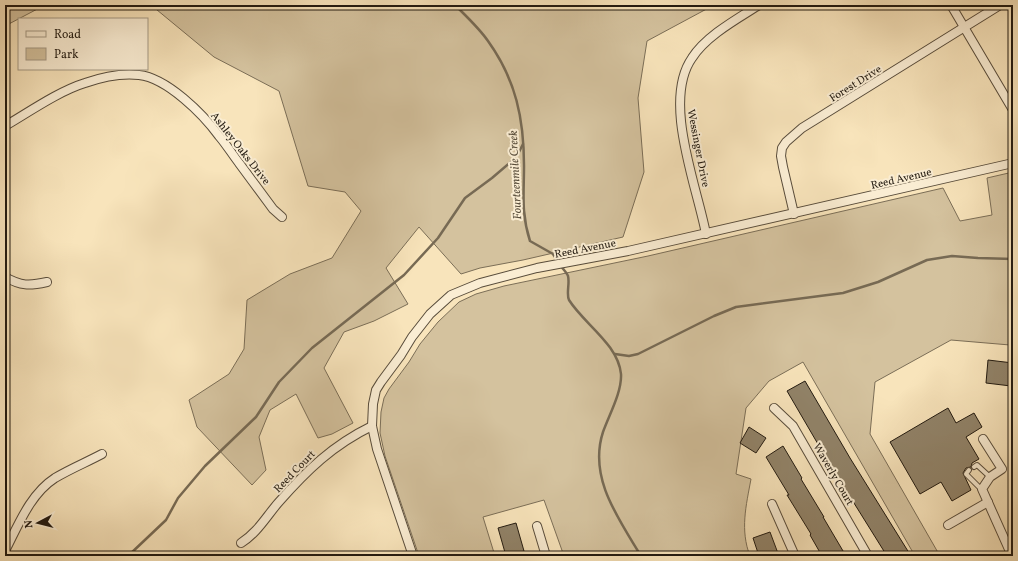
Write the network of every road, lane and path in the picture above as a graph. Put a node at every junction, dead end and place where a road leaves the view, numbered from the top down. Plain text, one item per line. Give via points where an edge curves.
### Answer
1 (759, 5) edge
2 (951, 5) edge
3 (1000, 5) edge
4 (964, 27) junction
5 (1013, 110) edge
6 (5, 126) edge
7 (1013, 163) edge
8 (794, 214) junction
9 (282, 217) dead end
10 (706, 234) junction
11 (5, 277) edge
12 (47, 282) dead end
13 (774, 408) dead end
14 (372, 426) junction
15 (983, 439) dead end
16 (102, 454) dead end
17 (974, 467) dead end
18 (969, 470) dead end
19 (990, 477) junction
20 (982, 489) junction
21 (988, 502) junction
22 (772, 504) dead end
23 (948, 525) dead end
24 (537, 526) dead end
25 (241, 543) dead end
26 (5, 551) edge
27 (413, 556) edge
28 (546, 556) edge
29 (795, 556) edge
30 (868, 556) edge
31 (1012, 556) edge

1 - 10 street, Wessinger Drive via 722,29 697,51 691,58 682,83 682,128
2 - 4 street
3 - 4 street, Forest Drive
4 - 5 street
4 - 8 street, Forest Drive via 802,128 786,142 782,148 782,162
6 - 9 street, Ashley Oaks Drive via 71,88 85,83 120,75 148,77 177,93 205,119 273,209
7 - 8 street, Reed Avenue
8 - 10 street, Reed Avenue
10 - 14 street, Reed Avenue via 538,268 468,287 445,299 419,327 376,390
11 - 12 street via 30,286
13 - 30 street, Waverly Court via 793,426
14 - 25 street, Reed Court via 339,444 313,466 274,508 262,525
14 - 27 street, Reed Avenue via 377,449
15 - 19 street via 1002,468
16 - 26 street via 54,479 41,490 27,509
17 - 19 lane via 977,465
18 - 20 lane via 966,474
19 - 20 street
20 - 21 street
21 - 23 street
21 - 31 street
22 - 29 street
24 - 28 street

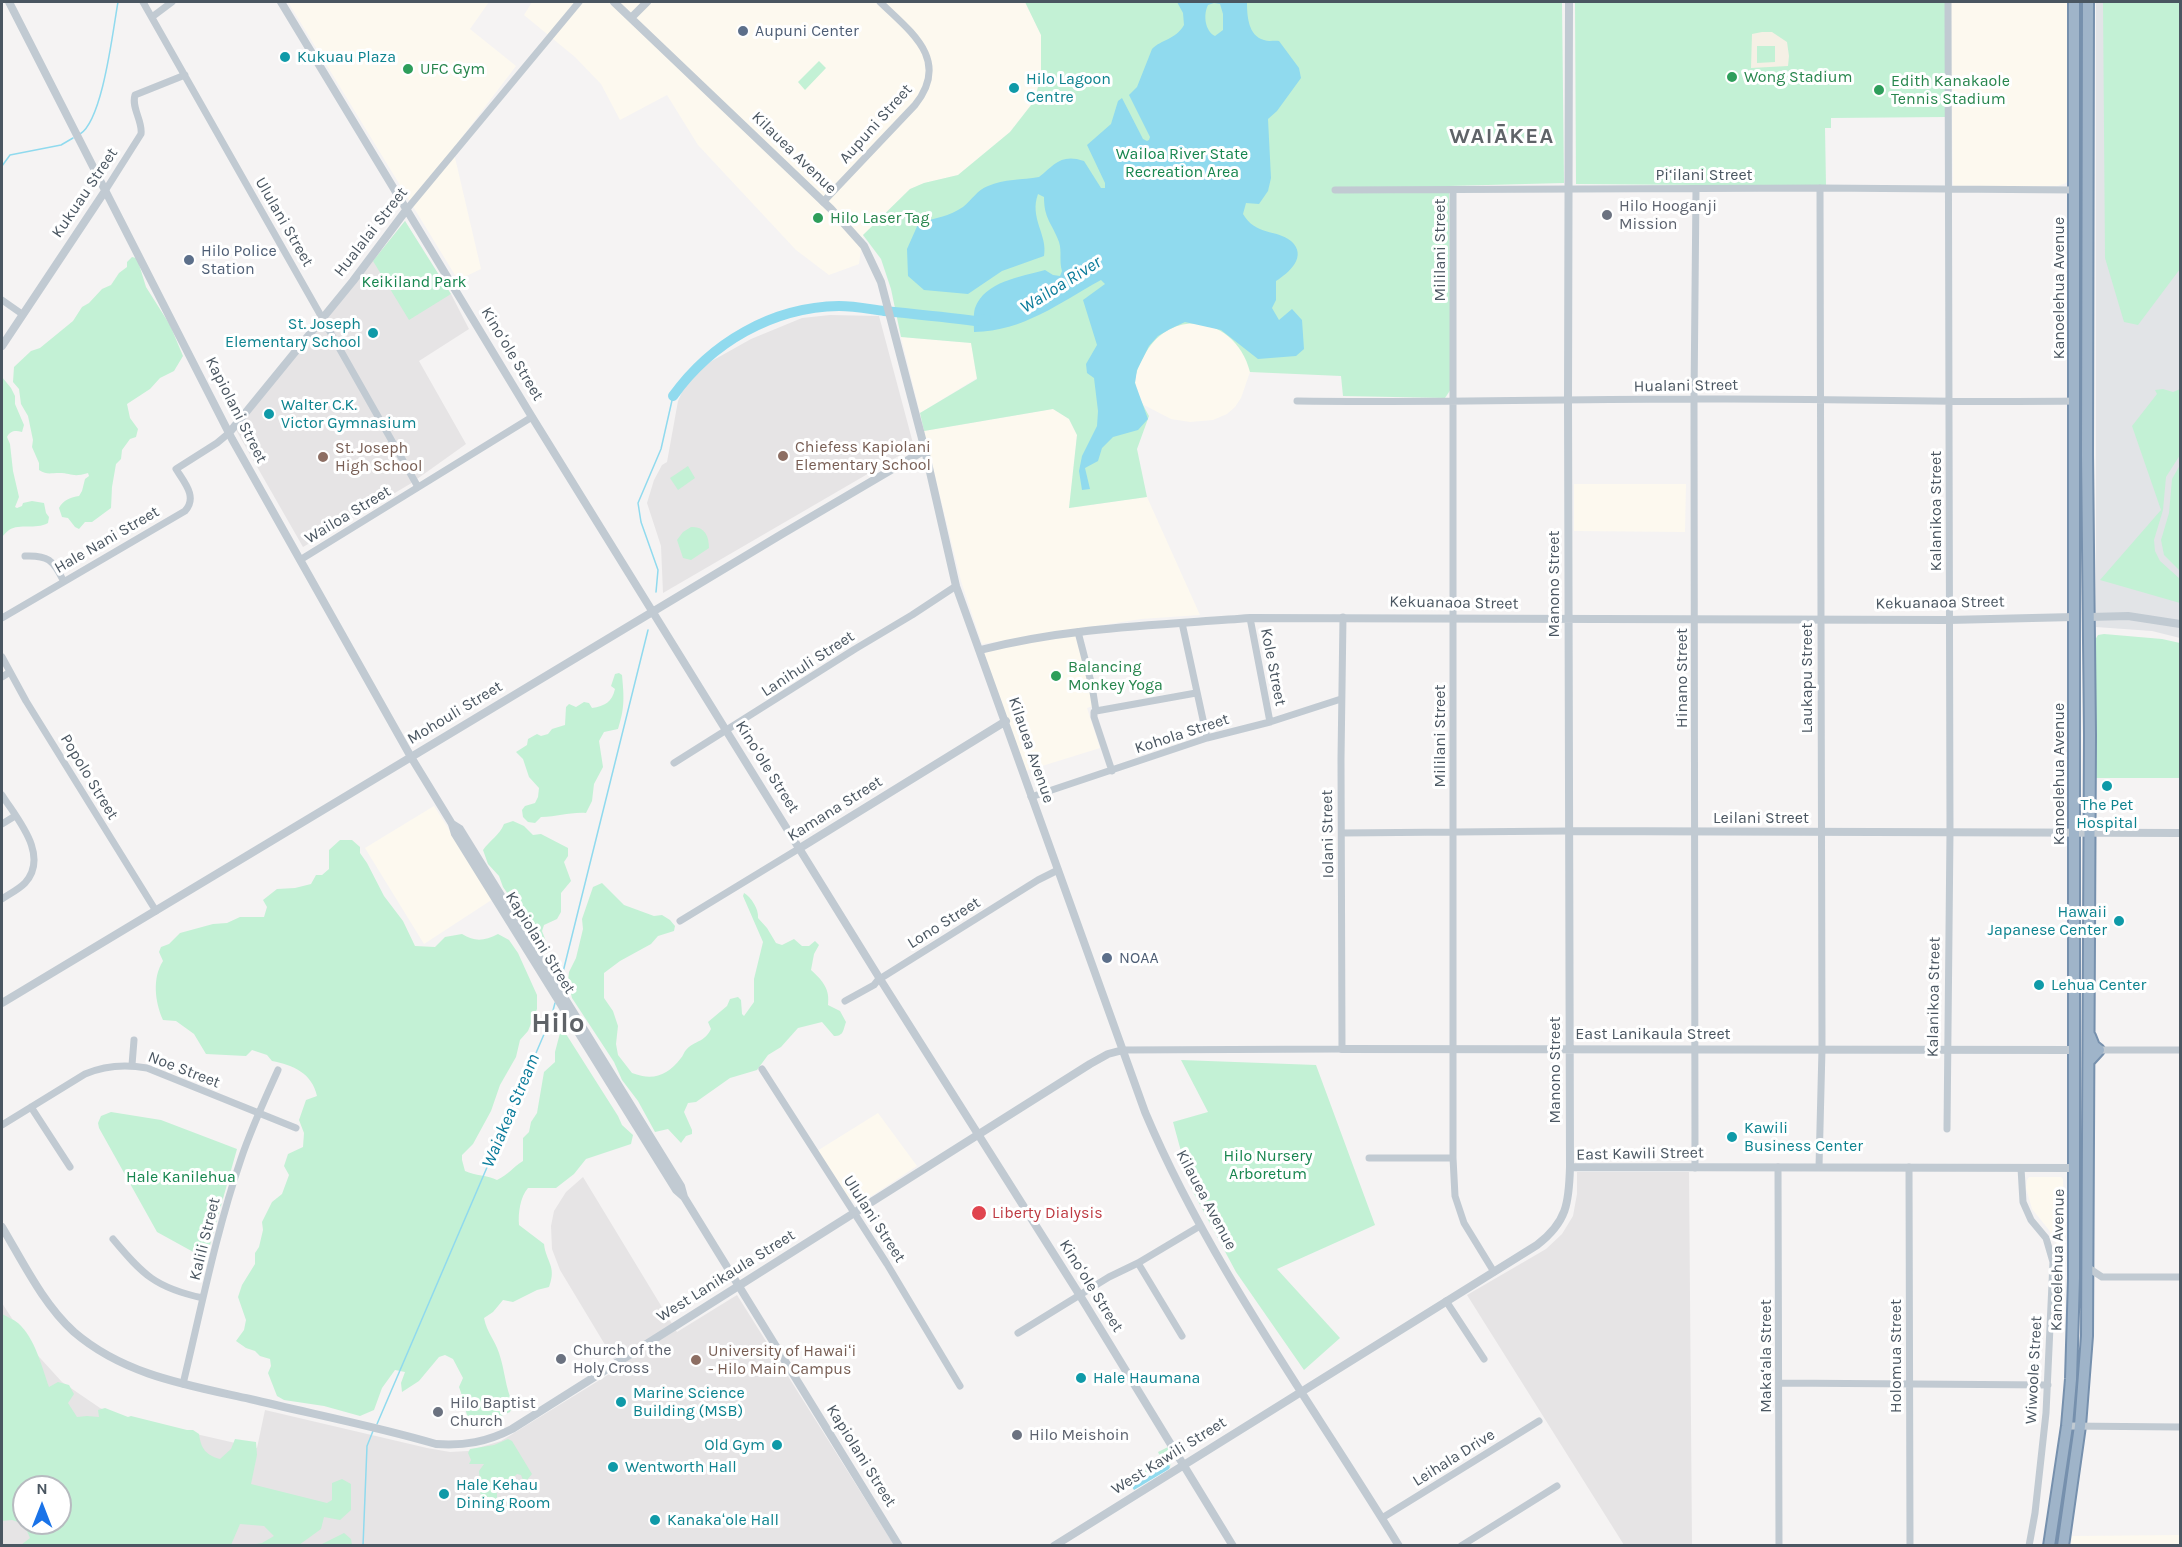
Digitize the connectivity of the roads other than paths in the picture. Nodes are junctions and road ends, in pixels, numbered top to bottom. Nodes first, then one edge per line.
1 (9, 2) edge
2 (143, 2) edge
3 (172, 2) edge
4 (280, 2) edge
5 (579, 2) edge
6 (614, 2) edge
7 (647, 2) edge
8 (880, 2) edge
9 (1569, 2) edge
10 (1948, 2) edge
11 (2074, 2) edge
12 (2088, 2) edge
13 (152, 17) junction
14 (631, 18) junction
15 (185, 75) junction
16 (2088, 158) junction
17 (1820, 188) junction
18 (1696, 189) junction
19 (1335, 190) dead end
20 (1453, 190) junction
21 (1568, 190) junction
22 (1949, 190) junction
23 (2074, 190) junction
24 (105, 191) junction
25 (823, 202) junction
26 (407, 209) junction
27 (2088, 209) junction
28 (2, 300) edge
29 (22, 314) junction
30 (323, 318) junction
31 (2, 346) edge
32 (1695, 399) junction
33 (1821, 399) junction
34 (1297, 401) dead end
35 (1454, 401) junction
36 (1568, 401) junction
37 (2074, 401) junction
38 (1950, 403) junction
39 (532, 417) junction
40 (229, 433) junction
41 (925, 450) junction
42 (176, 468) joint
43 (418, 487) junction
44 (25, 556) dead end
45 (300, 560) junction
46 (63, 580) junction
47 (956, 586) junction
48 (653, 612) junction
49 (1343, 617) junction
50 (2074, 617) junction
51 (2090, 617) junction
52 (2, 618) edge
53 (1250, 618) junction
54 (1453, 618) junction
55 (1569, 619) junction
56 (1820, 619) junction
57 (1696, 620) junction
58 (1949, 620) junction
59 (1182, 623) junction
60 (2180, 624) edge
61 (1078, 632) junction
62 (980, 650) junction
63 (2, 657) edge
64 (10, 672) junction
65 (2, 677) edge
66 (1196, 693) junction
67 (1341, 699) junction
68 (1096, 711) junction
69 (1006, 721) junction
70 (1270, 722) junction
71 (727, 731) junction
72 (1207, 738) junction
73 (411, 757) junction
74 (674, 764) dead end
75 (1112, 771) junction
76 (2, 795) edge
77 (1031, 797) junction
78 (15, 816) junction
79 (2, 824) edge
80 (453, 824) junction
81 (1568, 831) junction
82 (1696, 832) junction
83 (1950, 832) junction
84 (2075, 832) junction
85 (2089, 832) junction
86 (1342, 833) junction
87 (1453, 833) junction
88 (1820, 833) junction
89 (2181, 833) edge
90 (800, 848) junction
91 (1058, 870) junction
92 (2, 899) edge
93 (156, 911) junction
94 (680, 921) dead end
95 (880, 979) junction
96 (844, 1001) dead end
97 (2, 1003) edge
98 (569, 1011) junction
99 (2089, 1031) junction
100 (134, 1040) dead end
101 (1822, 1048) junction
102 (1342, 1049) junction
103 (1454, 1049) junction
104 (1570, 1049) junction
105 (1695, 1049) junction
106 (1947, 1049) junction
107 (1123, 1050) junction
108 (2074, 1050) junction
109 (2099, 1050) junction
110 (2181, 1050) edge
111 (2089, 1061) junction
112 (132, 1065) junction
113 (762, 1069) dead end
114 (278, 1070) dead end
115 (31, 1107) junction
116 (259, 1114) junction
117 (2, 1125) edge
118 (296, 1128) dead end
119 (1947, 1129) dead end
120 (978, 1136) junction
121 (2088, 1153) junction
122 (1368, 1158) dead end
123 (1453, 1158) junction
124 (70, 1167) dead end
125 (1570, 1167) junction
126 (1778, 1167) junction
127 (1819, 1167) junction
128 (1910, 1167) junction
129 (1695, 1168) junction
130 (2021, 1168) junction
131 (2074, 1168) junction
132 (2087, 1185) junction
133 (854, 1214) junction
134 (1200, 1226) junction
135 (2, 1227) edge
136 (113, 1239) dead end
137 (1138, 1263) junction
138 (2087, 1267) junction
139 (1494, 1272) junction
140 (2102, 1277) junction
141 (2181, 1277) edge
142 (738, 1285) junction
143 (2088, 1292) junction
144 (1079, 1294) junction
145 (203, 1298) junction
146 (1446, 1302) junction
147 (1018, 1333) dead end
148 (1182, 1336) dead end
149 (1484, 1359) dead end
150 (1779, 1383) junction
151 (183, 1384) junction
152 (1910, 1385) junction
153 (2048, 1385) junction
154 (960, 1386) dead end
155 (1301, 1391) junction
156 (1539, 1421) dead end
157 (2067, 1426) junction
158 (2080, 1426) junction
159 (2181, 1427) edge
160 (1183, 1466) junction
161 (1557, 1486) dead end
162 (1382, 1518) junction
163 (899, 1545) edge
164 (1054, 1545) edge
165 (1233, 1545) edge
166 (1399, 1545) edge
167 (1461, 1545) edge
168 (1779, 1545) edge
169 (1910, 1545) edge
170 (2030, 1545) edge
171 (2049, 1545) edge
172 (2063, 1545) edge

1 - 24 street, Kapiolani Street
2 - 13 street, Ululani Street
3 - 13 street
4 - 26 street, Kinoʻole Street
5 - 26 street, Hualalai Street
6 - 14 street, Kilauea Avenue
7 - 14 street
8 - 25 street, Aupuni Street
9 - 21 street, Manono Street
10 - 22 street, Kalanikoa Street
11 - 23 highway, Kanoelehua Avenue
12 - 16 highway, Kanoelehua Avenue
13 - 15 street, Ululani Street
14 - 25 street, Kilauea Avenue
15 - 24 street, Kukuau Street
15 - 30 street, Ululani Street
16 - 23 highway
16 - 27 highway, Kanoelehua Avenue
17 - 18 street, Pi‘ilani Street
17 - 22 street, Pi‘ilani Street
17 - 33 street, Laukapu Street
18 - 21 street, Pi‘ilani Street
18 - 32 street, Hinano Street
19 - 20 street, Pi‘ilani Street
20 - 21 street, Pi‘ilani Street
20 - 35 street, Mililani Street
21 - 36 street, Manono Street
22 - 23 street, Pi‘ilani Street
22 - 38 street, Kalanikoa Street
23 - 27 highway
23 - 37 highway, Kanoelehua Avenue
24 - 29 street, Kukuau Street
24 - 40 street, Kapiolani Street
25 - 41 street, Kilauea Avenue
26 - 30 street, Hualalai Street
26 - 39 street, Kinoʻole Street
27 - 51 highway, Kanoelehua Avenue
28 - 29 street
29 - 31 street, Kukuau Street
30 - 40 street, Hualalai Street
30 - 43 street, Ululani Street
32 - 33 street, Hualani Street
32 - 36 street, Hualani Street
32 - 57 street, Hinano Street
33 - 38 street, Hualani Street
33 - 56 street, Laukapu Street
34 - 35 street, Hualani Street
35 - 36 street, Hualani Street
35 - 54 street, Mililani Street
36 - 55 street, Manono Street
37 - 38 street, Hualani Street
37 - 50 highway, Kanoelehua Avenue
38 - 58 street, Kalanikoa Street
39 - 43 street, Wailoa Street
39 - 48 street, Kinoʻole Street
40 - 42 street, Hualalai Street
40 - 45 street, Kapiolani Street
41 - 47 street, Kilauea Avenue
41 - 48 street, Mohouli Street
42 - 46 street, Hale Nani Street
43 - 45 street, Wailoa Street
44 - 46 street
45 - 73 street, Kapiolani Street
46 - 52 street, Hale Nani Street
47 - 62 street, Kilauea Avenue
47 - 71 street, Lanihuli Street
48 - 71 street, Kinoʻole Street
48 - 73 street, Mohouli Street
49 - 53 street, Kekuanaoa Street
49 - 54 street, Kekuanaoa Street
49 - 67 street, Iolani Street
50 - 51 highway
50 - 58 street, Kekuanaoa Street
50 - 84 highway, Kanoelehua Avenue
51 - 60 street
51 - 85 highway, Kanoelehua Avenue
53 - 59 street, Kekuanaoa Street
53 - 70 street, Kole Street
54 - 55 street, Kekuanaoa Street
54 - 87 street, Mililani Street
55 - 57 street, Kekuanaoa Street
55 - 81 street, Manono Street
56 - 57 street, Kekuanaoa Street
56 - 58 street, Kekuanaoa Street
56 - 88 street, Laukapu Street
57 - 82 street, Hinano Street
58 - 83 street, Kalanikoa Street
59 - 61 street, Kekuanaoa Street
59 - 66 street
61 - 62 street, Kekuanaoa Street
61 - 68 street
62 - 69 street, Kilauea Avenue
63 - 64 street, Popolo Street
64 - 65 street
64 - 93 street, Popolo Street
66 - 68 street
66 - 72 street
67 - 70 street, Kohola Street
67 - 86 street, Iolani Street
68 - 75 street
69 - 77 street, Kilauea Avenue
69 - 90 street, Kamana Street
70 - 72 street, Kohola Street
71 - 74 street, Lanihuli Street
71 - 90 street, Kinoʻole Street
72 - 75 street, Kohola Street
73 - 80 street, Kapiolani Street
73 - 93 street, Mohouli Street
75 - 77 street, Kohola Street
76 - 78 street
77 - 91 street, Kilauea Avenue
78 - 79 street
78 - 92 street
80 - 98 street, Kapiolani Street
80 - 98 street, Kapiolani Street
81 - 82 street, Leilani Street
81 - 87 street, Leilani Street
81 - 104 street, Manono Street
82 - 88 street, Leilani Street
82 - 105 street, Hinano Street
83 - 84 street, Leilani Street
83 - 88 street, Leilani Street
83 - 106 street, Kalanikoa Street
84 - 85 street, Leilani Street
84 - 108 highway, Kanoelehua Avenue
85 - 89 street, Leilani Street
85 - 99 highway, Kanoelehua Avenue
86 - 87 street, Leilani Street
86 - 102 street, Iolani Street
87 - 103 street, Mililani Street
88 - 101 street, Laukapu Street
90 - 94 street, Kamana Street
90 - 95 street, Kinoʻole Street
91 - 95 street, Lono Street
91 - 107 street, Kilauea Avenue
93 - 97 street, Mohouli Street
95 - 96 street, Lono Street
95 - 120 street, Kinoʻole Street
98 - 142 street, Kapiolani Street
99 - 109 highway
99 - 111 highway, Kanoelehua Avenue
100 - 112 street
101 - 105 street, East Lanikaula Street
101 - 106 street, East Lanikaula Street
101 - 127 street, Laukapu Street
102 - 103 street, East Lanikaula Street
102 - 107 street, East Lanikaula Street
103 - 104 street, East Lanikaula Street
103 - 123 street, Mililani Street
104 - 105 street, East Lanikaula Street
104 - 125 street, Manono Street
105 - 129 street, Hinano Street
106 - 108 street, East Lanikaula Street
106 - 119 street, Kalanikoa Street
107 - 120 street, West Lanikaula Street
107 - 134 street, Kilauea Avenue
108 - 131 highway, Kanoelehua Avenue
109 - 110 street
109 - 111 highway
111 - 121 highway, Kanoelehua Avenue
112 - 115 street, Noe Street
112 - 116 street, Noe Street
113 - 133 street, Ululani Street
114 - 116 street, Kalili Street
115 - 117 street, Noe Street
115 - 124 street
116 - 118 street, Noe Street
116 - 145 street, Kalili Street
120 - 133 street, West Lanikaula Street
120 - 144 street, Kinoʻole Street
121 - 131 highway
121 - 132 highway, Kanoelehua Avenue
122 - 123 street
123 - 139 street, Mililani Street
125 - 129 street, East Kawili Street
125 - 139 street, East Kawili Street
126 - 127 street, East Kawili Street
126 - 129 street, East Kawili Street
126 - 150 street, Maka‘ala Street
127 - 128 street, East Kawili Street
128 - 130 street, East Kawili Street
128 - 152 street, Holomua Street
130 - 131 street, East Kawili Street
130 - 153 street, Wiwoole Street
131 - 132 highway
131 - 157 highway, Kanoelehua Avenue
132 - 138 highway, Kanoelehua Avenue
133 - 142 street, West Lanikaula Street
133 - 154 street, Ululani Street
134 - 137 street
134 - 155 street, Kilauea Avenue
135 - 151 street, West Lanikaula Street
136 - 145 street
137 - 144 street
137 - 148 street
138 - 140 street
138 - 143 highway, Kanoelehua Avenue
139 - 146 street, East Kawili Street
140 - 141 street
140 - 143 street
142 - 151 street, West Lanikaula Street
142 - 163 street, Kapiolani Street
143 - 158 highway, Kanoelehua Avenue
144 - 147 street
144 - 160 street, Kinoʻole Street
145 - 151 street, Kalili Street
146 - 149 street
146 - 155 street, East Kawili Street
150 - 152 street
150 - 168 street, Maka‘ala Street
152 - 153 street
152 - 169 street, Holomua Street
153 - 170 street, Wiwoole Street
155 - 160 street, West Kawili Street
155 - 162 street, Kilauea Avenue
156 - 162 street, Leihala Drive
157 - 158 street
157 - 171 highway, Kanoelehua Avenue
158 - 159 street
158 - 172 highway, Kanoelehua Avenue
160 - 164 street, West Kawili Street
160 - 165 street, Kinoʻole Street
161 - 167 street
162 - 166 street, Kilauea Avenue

• • • •

- [Aim of the task]:
Copy each line of the entries in which the string "Wiwoole" is found.

- [Solved exercise]:
130 - 153 street, Wiwoole Street
153 - 170 street, Wiwoole Street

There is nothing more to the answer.